I prep for painting flexible plastic parts (delrin plastic) or any plastic part that has a shiny finish by blasting them with baking soda. This creates a dull/satin finish that allows the paint to “bite” into the surface better.
The instrument for applying the media is a Paasche Air Eraser; basically a miniature spray gun the size of an airbrush. The Air Eraser came with a jar of aluminium oxide which works very well even on metal, but I am personally not comfortable with using this for health reasons. I use baking soda (Arm & Hammer) instead. This works very well for dulling plastic surfaces and removing paint and lettering. It is not very effective in dulling metal surfaces.

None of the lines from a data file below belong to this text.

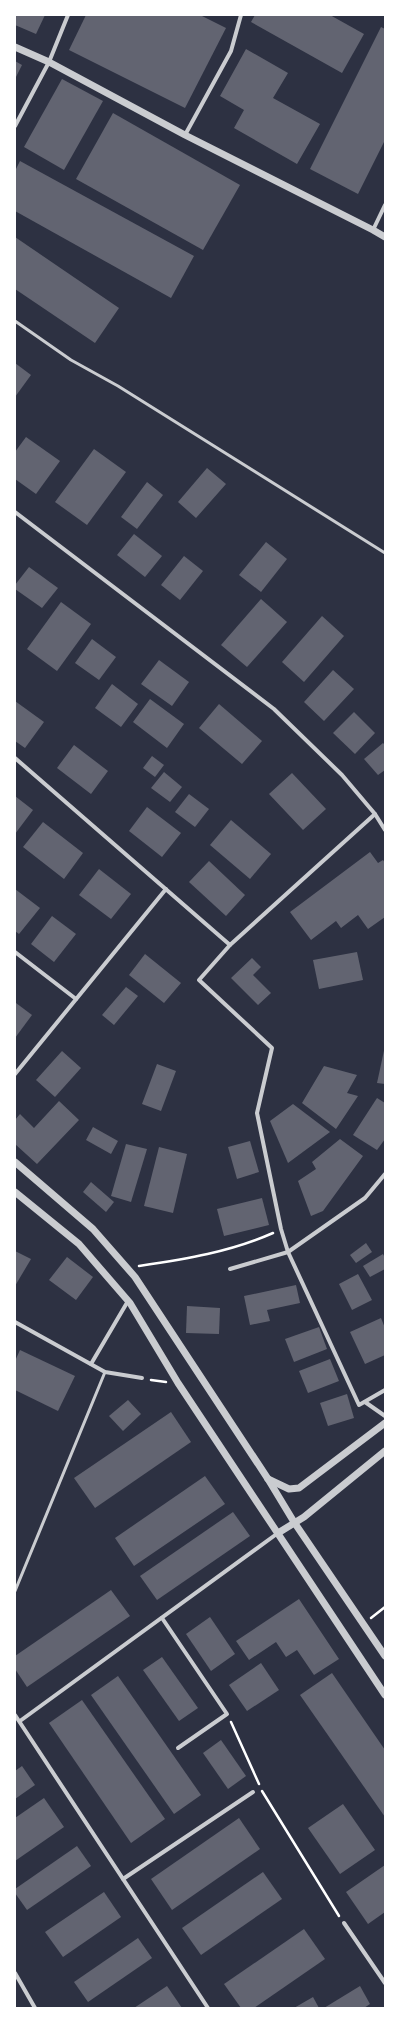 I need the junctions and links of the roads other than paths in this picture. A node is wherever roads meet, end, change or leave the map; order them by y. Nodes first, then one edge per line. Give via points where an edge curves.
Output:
1 (68, 15) edge
2 (241, 15) edge
3 (15, 46) edge
4 (49, 62) junction
5 (15, 126) edge
6 (185, 135) junction
7 (385, 205) edge
8 (373, 230) junction
9 (385, 237) edge
10 (15, 321) edge
11 (15, 512) edge
12 (385, 553) edge
13 (15, 758) edge
14 (375, 814) junction
15 (385, 830) edge
16 (166, 889) junction
17 (230, 945) junction
18 (15, 952) edge
19 (76, 999) junction
20 (15, 1074) edge
21 (15, 1162) edge
22 (385, 1174) edge
23 (15, 1192) edge
24 (288, 1252) junction
25 (230, 1269) dead end
26 (128, 1301) junction
27 (15, 1322) edge
28 (91, 1364) junction
29 (105, 1372) junction
30 (142, 1378) road end
31 (385, 1390) edge
32 (365, 1402) junction
33 (385, 1416) edge
34 (385, 1423) edge
35 (385, 1451) edge
36 (268, 1479) junction
37 (294, 1522) junction
38 (278, 1533) junction
39 (15, 1591) edge
40 (162, 1618) junction
41 (385, 1656) edge
42 (385, 1695) edge
43 (15, 1715) edge
44 (20, 1721) junction
45 (178, 1748) dead end
46 (253, 1792) dead end
47 (123, 1879) junction
48 (344, 1923) road end
49 (15, 1973) edge
50 (385, 1983) edge
51 (35, 2008) edge
52 (208, 2008) edge

1 - 4 street
2 - 6 street via 231,51
3 - 4 street
4 - 5 street
4 - 6 street
6 - 8 street
7 - 8 street
8 - 9 street
10 - 12 lane via 72,360 118,386
11 - 14 street via 274,709 342,775
13 - 16 street
14 - 15 street
14 - 17 street
16 - 17 street
16 - 19 street
17 - 24 street via 199,980 272,1048 257,1113
18 - 19 street
19 - 20 street
21 - 36 street via 94,1229 135,1278
22 - 24 street via 365,1198
23 - 26 street via 79,1244
24 - 25 street
24 - 32 street via 359,1405
26 - 28 street
26 - 38 street via 178,1384
27 - 28 street
28 - 29 street
29 - 30 street
29 - 39 lane
31 - 32 street
32 - 33 street
34 - 36 street via 299,1488 289,1489
35 - 37 street
36 - 37 street
37 - 38 street
37 - 41 street
38 - 40 street
38 - 42 street
40 - 44 street
40 - 45 street via 226,1714
43 - 44 street
44 - 47 street
46 - 47 street
47 - 52 street
48 - 50 street
49 - 51 street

As can be imagined, this would be a very messy job if the basting media is not somehow contained. It built a blasting box as follows:
In the view above, the box is made from 11mm birch plywood on five sides screwed together with no 6 wood screws and a hinged plexiglass (.093″) lid. I added four 1×2 gussets to the opening for stiffness (these are the triangular shapes at the top). Foam weatherstrip tape seals the opening and the interior is painted white, although in retrospect, a light grey might have been better for seeing the baking soda. The Air Eraser sits inside with a hole just large enough to get the hose outside. Being right-handed, I placed it on that side. When I finish blasting, I vacuum the contents of the box.
The rubber gloves are from the grocery store. They are cloth lined. They are not so much for protection, but as a means for sealing the box while manipulating the Air Eraser. The gloves are held in place with octagonal retainers made from .060″ styrene sheet with button head screws and washers. Each glove was just pierced by the screws as the retainer was installed. Handles make carrying the box easy. The black squares on the gussets are Velcro pads to keep the lid shut.
On the opposite end, another piece of Velcro stapled to the box holds the hose when not in use. I use my Iwata air compressor at 60-80 psi for blasting with soda. I added four peel-n-stick flexible button feet on the underside of the box to keep it from sliding on the table.
My current project: NYC Class H6a Mikado (Broadway Limited Imports). These tender trucks were dismantled and blasted with soda. I’ll remove the wheels again prior to painting them by airbrush.
Why do I do this? Well it’s more a case of insurance. I’ll never know how well the paint would stick to the trucks if I had not blasted them. I have gotten away with it before (not blasting and the paint did not peel/chip off). But with the amount of time I put into any model, I feel better about it if I at least blast the trucks to give the paint a better chance for adhesion.